This information would help the issuer understand if a disproportionate number of redemptions happened on lower ranking sites which may be a useful signal to help evaluate fraud risk.
-
To reduce the risk of using this as a high-fidelity fingerprinting surface, we propose:
- The bucket classification for a given origin should be persistent for some extended period, perhaps 3 days.
- The User Agent could also choose to check with a UA-specific service to validate that the bucket chosen is consistent across users, perhaps by using an oracle constructed from client provided reports about the issuer + redeeming origin + bucket number to a UA's service or by having the UA crawl sites to independently check the values that are returned. Issuers that are caught providing different responses for different clients could be assumed to be fingerprinting and have their ability to issue tokens and/or redemption stats revoked.
-
When tokens are requested from an issuer the collected statistics may be sent with the request for tokens to help inform the issuer about the aggregated usage of tokens by this user.

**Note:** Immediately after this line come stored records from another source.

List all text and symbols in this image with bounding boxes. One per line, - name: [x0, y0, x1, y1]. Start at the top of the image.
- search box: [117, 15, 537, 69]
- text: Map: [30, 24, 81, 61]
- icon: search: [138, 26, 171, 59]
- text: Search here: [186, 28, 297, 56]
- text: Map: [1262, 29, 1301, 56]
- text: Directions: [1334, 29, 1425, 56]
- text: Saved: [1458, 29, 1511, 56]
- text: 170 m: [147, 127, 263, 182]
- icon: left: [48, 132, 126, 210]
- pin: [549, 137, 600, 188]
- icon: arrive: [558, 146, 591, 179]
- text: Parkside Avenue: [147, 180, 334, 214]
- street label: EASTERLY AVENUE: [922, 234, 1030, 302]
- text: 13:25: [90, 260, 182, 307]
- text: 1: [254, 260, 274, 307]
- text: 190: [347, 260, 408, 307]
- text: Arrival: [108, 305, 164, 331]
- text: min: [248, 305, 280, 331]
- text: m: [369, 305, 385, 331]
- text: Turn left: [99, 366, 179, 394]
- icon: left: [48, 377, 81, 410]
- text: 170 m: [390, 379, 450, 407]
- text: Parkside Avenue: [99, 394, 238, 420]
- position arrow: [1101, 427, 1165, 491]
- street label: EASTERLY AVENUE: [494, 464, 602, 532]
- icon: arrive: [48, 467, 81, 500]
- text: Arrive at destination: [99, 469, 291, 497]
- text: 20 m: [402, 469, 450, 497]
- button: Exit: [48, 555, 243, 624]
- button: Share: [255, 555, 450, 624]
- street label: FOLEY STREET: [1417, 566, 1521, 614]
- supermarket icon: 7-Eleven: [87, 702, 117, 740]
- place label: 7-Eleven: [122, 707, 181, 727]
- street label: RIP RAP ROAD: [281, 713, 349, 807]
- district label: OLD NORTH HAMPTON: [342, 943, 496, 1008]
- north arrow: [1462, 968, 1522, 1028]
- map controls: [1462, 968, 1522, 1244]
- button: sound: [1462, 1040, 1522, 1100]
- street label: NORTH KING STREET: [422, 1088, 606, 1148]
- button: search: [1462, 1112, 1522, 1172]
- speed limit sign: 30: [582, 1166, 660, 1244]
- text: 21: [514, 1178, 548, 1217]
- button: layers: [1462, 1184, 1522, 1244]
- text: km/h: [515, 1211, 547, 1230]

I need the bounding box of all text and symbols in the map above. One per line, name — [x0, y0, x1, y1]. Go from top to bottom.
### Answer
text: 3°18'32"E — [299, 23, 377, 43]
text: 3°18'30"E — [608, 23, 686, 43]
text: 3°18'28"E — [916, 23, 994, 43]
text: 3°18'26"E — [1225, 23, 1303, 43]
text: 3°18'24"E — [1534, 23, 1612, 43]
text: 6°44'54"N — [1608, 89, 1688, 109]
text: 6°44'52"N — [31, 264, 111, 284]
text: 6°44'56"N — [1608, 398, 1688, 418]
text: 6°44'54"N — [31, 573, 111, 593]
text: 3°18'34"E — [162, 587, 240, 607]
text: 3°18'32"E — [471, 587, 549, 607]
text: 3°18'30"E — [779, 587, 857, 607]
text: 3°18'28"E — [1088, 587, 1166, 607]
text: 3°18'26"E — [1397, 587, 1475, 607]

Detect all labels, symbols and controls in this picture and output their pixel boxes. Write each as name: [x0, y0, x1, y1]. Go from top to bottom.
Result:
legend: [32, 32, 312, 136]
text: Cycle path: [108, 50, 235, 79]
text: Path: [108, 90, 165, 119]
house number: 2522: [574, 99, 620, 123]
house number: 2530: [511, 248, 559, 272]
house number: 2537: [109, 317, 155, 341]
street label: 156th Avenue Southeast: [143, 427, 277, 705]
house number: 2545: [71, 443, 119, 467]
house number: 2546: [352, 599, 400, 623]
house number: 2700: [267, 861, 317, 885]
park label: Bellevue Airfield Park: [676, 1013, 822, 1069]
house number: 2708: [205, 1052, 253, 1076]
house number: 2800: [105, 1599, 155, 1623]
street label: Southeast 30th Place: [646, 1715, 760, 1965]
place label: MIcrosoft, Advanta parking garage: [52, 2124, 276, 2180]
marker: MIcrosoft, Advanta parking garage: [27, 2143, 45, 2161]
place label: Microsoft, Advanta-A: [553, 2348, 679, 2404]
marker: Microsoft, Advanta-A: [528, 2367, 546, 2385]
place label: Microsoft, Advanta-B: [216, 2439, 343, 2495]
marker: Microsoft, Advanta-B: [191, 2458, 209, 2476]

This information may be used to inform if tokens may be denied, but is not intended to provide any new tracking or fingerprinting vectors the issuer would not already have on the user.
Each statistic will be attached as a RequestHeader
to the Request
object of the created Fetch.
Sec-Trust-Token-Redemption-Variance: <double: variance of redemptions>
- e.g. Sec-Trust-Token-Redemption-Variance: 10.01
Sec-Trust-Token-Redemption-Distribution: <int: 0-4 count, int: 4-8 count, ...>
- e.g. Sec-Trust-Token-Redemption-Distribution: 0,10,0,0,34,2
Sec-Trust-Token-Redemption-Rate: <double: rate of srr-usage>
- e.g. Sec-Trust-Token-Redemption-Rate: 50.35
Sec-Trust-Token-Redemption-Count: <int: count, int: count, ...>
- e.g. Sec-Trust-Token-Redemption-Count: 10,50,100000,45,3,1, ...)
Sec-Trust-Token-Redemption-Redemptions: <int: bucket1 count, int: bucket2 count, ..., int: bucket10 count>
- e.g. Sec-Trust-Token-Redemption-Redemptions: 45,12,2,...
A user visits first party issuer.example
and new tokens are requested. An HTTPS token issuance request to the issuer is made with the following additional request headers:
Sec-Trust-Token-Redemption-Variance: 0.0
Sec-Trust-Token-Redemption-Distribution: 0,0,0,0,0,0
Sec-Trust-Token-Redemption-Rate: 0.0
Sec-Trust-Token-Redemption-Count: null
Sec-Trust-Token-Redemption-Redemptions: 0,0,0,0,0,0,0,0,0,0
The user subsequently visits media.example
at 9:00am on day 1 and a token is redeemed; a SRR is returned with the additional metadata:
Redemption-Rank: 7
- Bucket 08:00 -> 12:00 is incremented.
- Bucket "7" for redemptions is incremented.
- No time delta is recorded as no previous redemptions have occurred.
Over the course of 24 hours, the stored SRR is sent to third parties over 50 different requests.
- The redemption count of 50 is stored.
The user visits social.example
at 10:00am on day 1 and a token is redeemed; a SRR is returned with the additional metadata:
Redemption-Rank: 9
- Bucket 08:00 -> 12:00 is incremented.
- Bucket "9" for redemptions is incremented.
- 1 hour is added to the redemption variance calculation.
Over the course of 24 hours, the stored SRR is sent to third parties via 5000 different requests.
- A redemption count of 5000 is stored.
The user visits other.example
at 5:00pm on day 1 and a token is redeemed; a SRR is returned with the additional metadata:
Redemption-Rank: 7
- Bucket 16:00 -> 20:00 is incremented.
- Bucket "7" for redemptions is incremented.
- 7hr is added to the redemption variance calculation.
Over the course of 24 hours, the stored SRR is sent to third parties over 2 different requests.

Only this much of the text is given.